A BALLAD OF PARIS WOMEN[1]
Bright talkers do the walls of Florence hold;
Venetian damsels’ repartee is gay;
The ancient ladies in their courts of old
With merry gibe enlivened the long day.
But whether she be Lombardese or Roman,
Or, if you please, in great Genóa born,
A Piedmont or a brilliant Savoy woman—
The Paris maiden puts them all to scorn.
The belles of lovely Naples, so they say,
In clever conversation take great pride;
German and Prussian maids with chatter gay
Entrance the swains that in those lands abide.

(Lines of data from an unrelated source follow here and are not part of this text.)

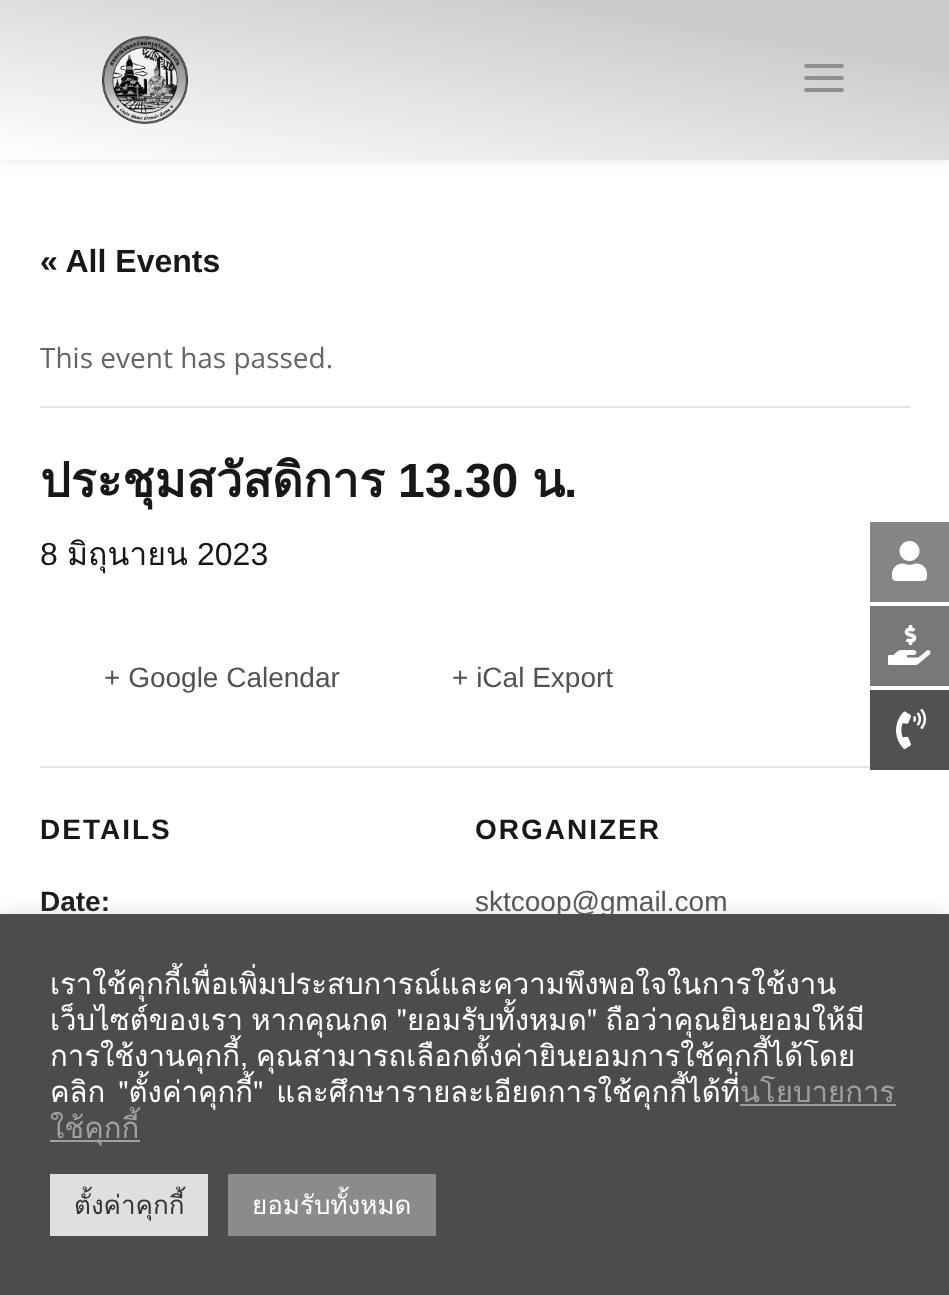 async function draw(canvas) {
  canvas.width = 949
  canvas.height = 1295
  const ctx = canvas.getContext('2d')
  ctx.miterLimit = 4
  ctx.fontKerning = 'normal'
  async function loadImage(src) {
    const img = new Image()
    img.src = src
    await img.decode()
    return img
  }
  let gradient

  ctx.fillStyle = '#fff'
  ctx.fillRect(0, 0, 949, 1295)
  ctx.fillStyle = '#0000001a'
  ctx.filter = 'blur(7px)'
  ctx.beginPath()
  ctx.rect(0, 0, 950, 160)
  ctx.fill()
  ctx.filter = 'none'
  gradient = ctx.createLinearGradient(501, -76, 449, 236)
  gradient.addColorStop(0.2, '#cbcbcb')
  gradient.addColorStop(1, '#fff')
  ctx.fillStyle = gradient
  ctx.fillRect(0, 0, 949, 160)
  ctx.drawImage(await loadImage('image0.png'), 102, 36, 86, 88)
  ctx.drawImage(await loadImage('image1.png'), 804, 64, 40, 28)
  ctx.font = 'bold 32px Liberation Sans'
  ctx.fillStyle = '#181818'
  ctx.fillText('« All Events', 40, 272)
  ctx.fillStyle = '#e4e4e4'
  ctx.fillRect(40, 406, 870, 2)
  ctx.font = '28px Open Sans'
  ctx.fillStyle = '#666'
  ctx.fillText('This event has passed.', 40, 368)
  ctx.font = 'bold 48px Loma'
  ctx.fillStyle = '#181818'
  ctx.fillText('ประชุมสวัสดิการ', 40, 497)
  ctx.font = 'bold 48px Liberation Sans'
  ctx.fillText('13.30', 398, 497)
  ctx.font = 'bold 48px Loma'
  ctx.fillText('น', 532, 497)
  ctx.font = 'bold 48px Liberation Sans'
  ctx.fillText('.', 564, 497)
  ctx.font = '32px Liberation Sans'
  ctx.fillText('8', 40, 565)
  ctx.font = '32px Loma'
  ctx.fillText('มิถุนายน', 67, 565)
  ctx.font = '32px Liberation Sans'
  ctx.fillText('2023', 197, 565)
  ctx.font = '28px Liberation Sans'
  ctx.fillStyle = '#525252'
  ctx.fillText('+ Google Calendar', 104, 687)
  ctx.fillText('+ iCal Export', 452, 687)
  ctx.fillStyle = '#e4e4e4'
  ctx.fillRect(40, 766, 830, 2)
  ctx.letterSpacing = '2px'
  ctx.font = 'bold 28px Liberation Sans'
  ctx.fillStyle = '#181818'
  ctx.fillText('DETAILS', 40, 839)
  ctx.letterSpacing = '0px'
  ctx.fillText('Date:', 40, 911)
  ctx.letterSpacing = '2px'
  ctx.fillText('ORGANIZER', 475, 839)
  ctx.letterSpacing = '0px'
  ctx.font = '28px Liberation Sans'
  ctx.fillStyle = '#525252'
  ctx.fillText('sktcoop@gmail.com', 475, 911)
  ctx.fillStyle = '#858585'
  ctx.fillRect(870, 522, 79, 80)
  ctx.drawImage(await loadImage('image2.png'), 892, 541, 35, 40)
  ctx.fillStyle = '#787878'
  ctx.fillRect(870, 606, 79, 80)
  ctx.drawImage(await loadImage('image3.png'), 888, 625, 43, 40)
  ctx.fillStyle = '#515151'
  ctx.fillRect(870, 690, 79, 80)
  ctx.drawImage(await loadImage('image4.png'), 896, 708, 31, 41)
  ctx.fillStyle = '#ababab4d'
  ctx.filter = 'blur(10px)'
  ctx.beginPath()
  ctx.rect(0, 912, 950, 382)
  ctx.fill()
  ctx.filter = 'none'
  ctx.fillStyle = '#4c4c4c'
  ctx.fillRect(0, 914, 949, 381)
  ctx.font = '29.3px Loma'
  ctx.fillStyle = '#fff'
  ctx.fillText('เราใช้คุกกี้เพื่อเพิ่มประสบการณ์และความพึงพอใจในการใช้งาน', 50, 994)
  ctx.wordSpacing = '-1.5px'
  ctx.fillText('เว็บไซต์ของเรา หากคุณกด "ยอมรับทั้งหมด" ถือว่าคุณยินยอมให้มี', 50, 1030)
  ctx.wordSpacing = '-2px'
  ctx.fillText('การใช้งานคุกกี้, คุณสามารถเลือกตั้งค่ายินยอมการใช้คุกกี้ได้โดย', 50, 1066)
  ctx.wordSpacing = '3px'
  ctx.fillText('คลิก "ตั้งค่าคุกกี้" และศึกษารายละเอียดการใช้คุกกี้ได้ที่', 50, 1102)
  ctx.wordSpacing = '0px'
  ctx.fillStyle = '#a0a0a0'
  ctx.fillText('นโยบายการ', 740, 1102)
  ctx.fillRect(740, 1104, 156, 2)
  ctx.fillRect(50, 1140, 90, 2)
  ctx.fillText('ใช้คุกกี้', 50, 1138)
  ctx.fillStyle = '#dfdfdf'
  ctx.fillRect(50, 1174, 158, 62)
  ctx.font = '26px Loma'
  ctx.fillStyle = '#333'
  ctx.fillText('ตั้งค่าคุกกี้', 74, 1214)
  ctx.fillStyle = '#8b8b8b'
  ctx.fillRect(228, 1174, 208, 62)
  ctx.fillStyle = '#fff'
  ctx.fillText('ยอมรับทั้งหมด', 252, 1214)
}

draw(document.querySelector('canvas'))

Whether she live in Greece or Egypt, then,
Or Hungary or other land adorn,
A Spaniard be or dark-browed Castellan—
The Paris maiden puts them all to scorn.
Heavy of speech are Swiss girls and Breton,
The Gascon also and the Toulouse maid,
Two chatterboxes from the Petit Pont
Would without effort put them in the shade.
Whether in Calais or in fair Lorraine
The maiden lives or greets an English morn,
Whether she’s Picard or Valencienne—
The Paris maiden puts them all to scorn.
Envoi
For sparkling wit, then, give the foremost prize,
O Prince, to damsels who are Paris born.
Though we may jest with bright Italian eyes,
The Paris maiden puts them all to scorn.
Louis’ son, Charles VIII (1483-1498), reigned with a personal enthusiasm which diminished the power of the nobles, yet permitted the rise of the Third Estate, the political combination of the peasantry and the citizens or bourgeois class. He repaired the palace and the Sainte Chapelle in which he introduced an organ. His interest in Italy being excited Charles began a war there of no great importance in itself, but interesting as bringing to France a knowledge of art and architecture, which, when increased at the time of Louis XII’s (1498-1515) southern expedition, imposed ready-made upon France the style called Renaissance.
This style was a renewal of the classic influence. It flattened roofs and doors and windows, and decorated with designs borrowed or copied from the Greeks and Romans. An intermediate style shows a mixture of Gothic and Renaissance as was natural in this period of architectural change. While roofs and windows were flattening there were frequent combinations of pointed roofs and flat windows, of pointed windows and flat roofs. Sculptors were loath entirely to give up Gothic decoration yet were eager to show their knowledge of Renaissance. The result is called Transition, and often is too conglomerate to be pleasing. The most charming example in Paris is the Hôtel de Cluny, built adjoining the Thermes by the Abbots of Cluny and rebuilt by Louis XII.[2] Exquisite in every detail, and filled with one of the best collections of medieval domestic art in Europe it is a joy to the architect and the antiquarian. No happier afternoon can be spent in Paris than in roaming through these treasure-laden rooms and then in sitting in the Garden of the Thermes, letting the eye wander from the Roman ruins sixteen centuries old, massive and severe, to the lighter elegances of the medieval abbey, and then through the bars of the enclosure to the rushing streets of modern Paris. The French babies rolling on the grass are growing up with such contrasts so usual to them that they never will know the thrill that fires the American at the sight of these links in the chain of a great city’s history.